The Guyana Women Miners Organisation (GWMO) is once again calling on the Guyana Geology and Mines Commission (GGMC) to decentralize its services, citing its successful use of decentralization to help 50 of its members gain new mining lands as an example of what can be achieved.
In a statement to the media on Thursday, the GWMO explained that after the Closed Area Committee (CAC) announced its land distribution process, GWMO regional representatives mobilized miners in several areas including Marudi, Mahdia, Port Kaituma and Bartica to submit their applications in the hope that they would successfully acquire land.
This effort resulted in the GWMO making submissions on behalf of 72 miners, 50 of whom are now new land owners. The GWMO said that the majority of the beneficiaries of this process are first time land owners and women, who have been carrying the burden of providing for the household and guiding the family.
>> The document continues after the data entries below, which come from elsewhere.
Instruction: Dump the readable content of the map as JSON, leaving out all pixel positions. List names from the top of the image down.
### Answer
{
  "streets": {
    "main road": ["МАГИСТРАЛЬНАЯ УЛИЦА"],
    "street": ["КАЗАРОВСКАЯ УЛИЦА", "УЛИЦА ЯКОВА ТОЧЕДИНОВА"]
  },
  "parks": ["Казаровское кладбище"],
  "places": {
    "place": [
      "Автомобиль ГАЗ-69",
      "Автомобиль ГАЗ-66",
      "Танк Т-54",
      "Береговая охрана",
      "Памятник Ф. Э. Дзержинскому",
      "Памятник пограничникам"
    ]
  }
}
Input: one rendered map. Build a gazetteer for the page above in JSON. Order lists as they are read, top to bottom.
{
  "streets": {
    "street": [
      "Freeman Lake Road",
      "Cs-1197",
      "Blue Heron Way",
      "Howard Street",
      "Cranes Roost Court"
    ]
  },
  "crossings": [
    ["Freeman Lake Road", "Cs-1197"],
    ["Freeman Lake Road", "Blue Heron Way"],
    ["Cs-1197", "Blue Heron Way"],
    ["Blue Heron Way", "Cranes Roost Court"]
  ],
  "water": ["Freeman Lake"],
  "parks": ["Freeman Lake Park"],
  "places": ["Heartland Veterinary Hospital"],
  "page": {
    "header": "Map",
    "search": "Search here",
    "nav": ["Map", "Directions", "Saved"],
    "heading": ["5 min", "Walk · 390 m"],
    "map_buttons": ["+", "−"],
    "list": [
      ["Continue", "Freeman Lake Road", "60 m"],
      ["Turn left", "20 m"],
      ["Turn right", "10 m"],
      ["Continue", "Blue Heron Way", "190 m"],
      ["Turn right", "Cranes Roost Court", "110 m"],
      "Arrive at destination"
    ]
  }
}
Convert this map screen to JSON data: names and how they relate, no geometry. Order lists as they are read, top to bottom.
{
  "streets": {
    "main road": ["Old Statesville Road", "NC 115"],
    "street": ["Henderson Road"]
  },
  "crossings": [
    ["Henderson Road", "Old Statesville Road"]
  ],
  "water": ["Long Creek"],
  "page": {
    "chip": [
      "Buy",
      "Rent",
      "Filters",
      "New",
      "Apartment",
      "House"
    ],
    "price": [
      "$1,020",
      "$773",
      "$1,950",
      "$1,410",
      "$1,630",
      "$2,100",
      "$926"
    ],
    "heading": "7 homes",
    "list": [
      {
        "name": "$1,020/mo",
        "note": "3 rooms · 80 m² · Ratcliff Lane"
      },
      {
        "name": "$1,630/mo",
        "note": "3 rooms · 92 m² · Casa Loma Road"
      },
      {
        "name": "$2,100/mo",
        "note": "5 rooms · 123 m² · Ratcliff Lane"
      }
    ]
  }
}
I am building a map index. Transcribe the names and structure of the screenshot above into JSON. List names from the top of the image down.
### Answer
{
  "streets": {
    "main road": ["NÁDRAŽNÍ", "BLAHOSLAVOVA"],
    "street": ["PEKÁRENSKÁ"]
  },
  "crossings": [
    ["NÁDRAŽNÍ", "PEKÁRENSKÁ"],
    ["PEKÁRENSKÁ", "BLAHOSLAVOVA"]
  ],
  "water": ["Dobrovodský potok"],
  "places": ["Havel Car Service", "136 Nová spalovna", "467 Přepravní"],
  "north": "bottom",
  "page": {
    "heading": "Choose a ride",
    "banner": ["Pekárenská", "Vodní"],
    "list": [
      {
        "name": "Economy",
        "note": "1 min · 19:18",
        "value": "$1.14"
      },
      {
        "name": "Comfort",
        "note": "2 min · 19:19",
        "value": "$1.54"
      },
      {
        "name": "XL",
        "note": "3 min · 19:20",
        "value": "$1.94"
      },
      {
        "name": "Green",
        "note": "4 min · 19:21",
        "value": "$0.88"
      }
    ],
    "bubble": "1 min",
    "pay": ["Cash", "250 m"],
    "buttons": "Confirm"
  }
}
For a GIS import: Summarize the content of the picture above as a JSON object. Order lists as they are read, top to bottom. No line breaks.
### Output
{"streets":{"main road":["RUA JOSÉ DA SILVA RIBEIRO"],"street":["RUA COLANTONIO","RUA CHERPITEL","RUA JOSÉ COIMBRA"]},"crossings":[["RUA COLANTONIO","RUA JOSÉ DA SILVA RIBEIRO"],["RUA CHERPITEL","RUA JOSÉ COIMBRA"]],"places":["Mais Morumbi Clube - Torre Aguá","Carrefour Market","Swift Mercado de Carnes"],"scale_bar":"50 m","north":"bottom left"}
According to GWMO, it was necessary for the organization to distribute and collect application forms since the forms were only available at the GGMC headquarters. While public advertisements had stated that the forms would also be available on the GGMC’s website and at mines offices this was not so; an oversight which denied countless miners access to the process, the statement said. It was after being made aware of this issue that the GWMO’s executive agreed to mobilize regional and community representatives.
“As we have continuously presented to the GGMC, as well as, the Ministry of Natural Resources, not every miner can afford to journey from their place of work to the city for these simple services, as such, decentralization is pivotal to miner’s participation,” GWMO stated.
It explained that the need for landownership has been echoed across the six mining districts as the only means to combat the effects of landlordism.